The cardio work program meant exercising on trainers in the gym (e.g., treadmill, bike ergometer, rowing ergometer and elliptical), where work and rest intervals alternated, predominantly dominated by the work component. The intensity and extent of the training load increased progressively, and each training period was aimed at training on the provided trainer or more, with the aim of reaching a certain training zone.

2.2.3. Nordic Walking Program

Nordic walking training activated various muscle groups of the upper and lower body. The use of poles made it possible to increase the intensity of exercise without having a negative impact on the musculoskeletal system of previously physically inactive people. The intensity and extent of the training load increased progressively, and the goal of each training session was to exercise in the aerobic-extensive zone.

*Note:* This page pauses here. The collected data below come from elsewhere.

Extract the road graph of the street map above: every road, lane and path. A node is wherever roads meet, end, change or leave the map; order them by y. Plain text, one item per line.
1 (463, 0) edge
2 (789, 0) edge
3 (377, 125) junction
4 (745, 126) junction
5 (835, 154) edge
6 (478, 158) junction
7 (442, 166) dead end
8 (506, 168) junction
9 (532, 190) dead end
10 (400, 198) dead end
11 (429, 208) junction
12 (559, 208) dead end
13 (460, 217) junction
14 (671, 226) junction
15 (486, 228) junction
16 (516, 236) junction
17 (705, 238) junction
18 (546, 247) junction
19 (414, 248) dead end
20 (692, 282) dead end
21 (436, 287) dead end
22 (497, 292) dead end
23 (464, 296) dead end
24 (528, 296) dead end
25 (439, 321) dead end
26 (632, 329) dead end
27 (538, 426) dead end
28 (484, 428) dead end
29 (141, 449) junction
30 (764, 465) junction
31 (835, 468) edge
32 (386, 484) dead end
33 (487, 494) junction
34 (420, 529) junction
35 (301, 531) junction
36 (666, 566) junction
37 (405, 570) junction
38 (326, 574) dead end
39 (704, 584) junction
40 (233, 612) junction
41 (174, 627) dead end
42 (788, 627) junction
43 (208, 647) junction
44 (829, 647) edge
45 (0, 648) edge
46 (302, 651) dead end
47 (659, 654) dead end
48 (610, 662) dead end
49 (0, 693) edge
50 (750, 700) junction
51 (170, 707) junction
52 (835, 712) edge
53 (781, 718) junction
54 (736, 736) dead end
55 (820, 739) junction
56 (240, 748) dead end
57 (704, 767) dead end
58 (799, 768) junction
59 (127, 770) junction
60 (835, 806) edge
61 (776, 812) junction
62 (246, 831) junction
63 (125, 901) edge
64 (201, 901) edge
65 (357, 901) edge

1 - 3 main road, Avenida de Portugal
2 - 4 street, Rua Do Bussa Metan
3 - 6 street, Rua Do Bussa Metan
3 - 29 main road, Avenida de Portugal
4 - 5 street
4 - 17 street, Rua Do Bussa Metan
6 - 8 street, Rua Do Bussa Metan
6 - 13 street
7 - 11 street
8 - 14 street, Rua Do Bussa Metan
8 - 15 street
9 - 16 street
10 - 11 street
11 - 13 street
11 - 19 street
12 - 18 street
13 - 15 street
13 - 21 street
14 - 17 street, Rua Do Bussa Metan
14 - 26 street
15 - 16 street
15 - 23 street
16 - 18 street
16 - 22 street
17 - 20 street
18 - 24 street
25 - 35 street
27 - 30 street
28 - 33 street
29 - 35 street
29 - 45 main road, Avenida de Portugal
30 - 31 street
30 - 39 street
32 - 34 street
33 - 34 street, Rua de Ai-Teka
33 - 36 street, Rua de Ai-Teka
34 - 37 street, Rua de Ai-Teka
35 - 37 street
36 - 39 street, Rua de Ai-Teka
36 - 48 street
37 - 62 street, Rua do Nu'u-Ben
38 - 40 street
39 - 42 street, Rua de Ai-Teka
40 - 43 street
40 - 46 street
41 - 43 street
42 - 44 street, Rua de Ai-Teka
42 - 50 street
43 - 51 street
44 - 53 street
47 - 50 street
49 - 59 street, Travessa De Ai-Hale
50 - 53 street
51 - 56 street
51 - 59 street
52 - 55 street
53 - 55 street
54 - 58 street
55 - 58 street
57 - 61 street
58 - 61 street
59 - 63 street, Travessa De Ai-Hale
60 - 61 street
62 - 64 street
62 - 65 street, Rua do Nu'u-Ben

2.2.4. N-Glycan Analysis from DBS

IgG N-glycan analysis was performed following the protocol described in detail elsewhere [37], with some minor modifications. First, DBS were cut into smaller pieces that were placed in a 96-well collection plate and gently shaken for three hours at room temperature with 800 μL 1x phosphate buffer saline (1× PBS, prepared in-house). IgG from DBS was isolated using protein G monolithic 96-well plates (BIA separations, Ajdovščina, Slovenia) following an optimized high-throughput method [38]. Briefly, IgG was eluted with 0.1 M formic acid (prepared in-house) and rapidly neutralized with 1 M ammonium bicarbonate (also prepared in-house). IgG eluate (600 μL) was dried in a vacuum concentrator overnight. Dried IgG was then desalted with 800 μL methanol (Honeywell, Charlotte, NC, USA) cooled down to −20 °C. Samples were resuspended and centrifuged at 2000× g for 15 min, and 78 μL of the supernatant was carefully removed. This step was repeated by adding another 800 μL of cold methanol to the protein precipitate. Samples were resuspended and centrifuged, and finally, the protein precipitate was left to dry in a vacuum concentrator for two hours [37]. N-glycans were enzymatically released from dried and desalted IgG with a specific enzyme, PNGase F, and free IgG N-glycans were then fluorescently labelled with 2-aminobenzamide (2-AB) [39]. Fluorescently 2-AB labelled IgG N-glycans were analyzed by hydrophilic interaction liquid chromatography (HILIC) ultra-performance liquid chromatography (UPLC), as described previously by Trbojević et al. [39]. The obtained chromatograms were manually integrated and separated into 24 glycan peaks. To make the measurements comparable across the samples, normalization was performed by expressing the amount of glycans in each peak as a percentage of the total integrated area. A list of IgG N-glycan structures corresponding to individual glycan peaks is available in Supplementary Figure S1.

2.3. Statistical Analysis

Glycan measurements were log-transformed, and batch correction was performed using the ComBat() function in the “sva” package in R, where a plate was modelled as a batch covariate. Upon subtraction of estimated batch effects from log-transformed values, the values were exponentiated to obtain corrected measurements on the original scale. After normalization and batch correction, eight derived glycan traits were calculated, each representing a percentage of structurally similar glycan species in the total IgG glycome. Formulae used for calculation of derived traits can be found in Supplementary Table S1. The analysis of the effect of exercise during the 3 months on glycan levels was performed by implementation of a linear mixed model. The analysis was performed in the whole sample and exercise-specific subgroups (circular, cardio and Nordic walking). Glycan values (direct glycan values and derived glycan traits) were modelled as dependent variables, and time was modelled as a fixed effect, while participant ID was included as a random intercept, with age and gender included as additional covariates. An inverse transformation of ranks to normality was applied to glycan traits using the rntransform() function in the “GenABEL” R package. A multiple testing correction was performed using the p.adjust() function in R, which implements the Benjamini–Hochberg procedure for false-discovery rate control (method = “fdr”) with an adjusted p-value of < 0.05 considered as significant. Data analysis and visualization were performed using R software (version 3.5.1).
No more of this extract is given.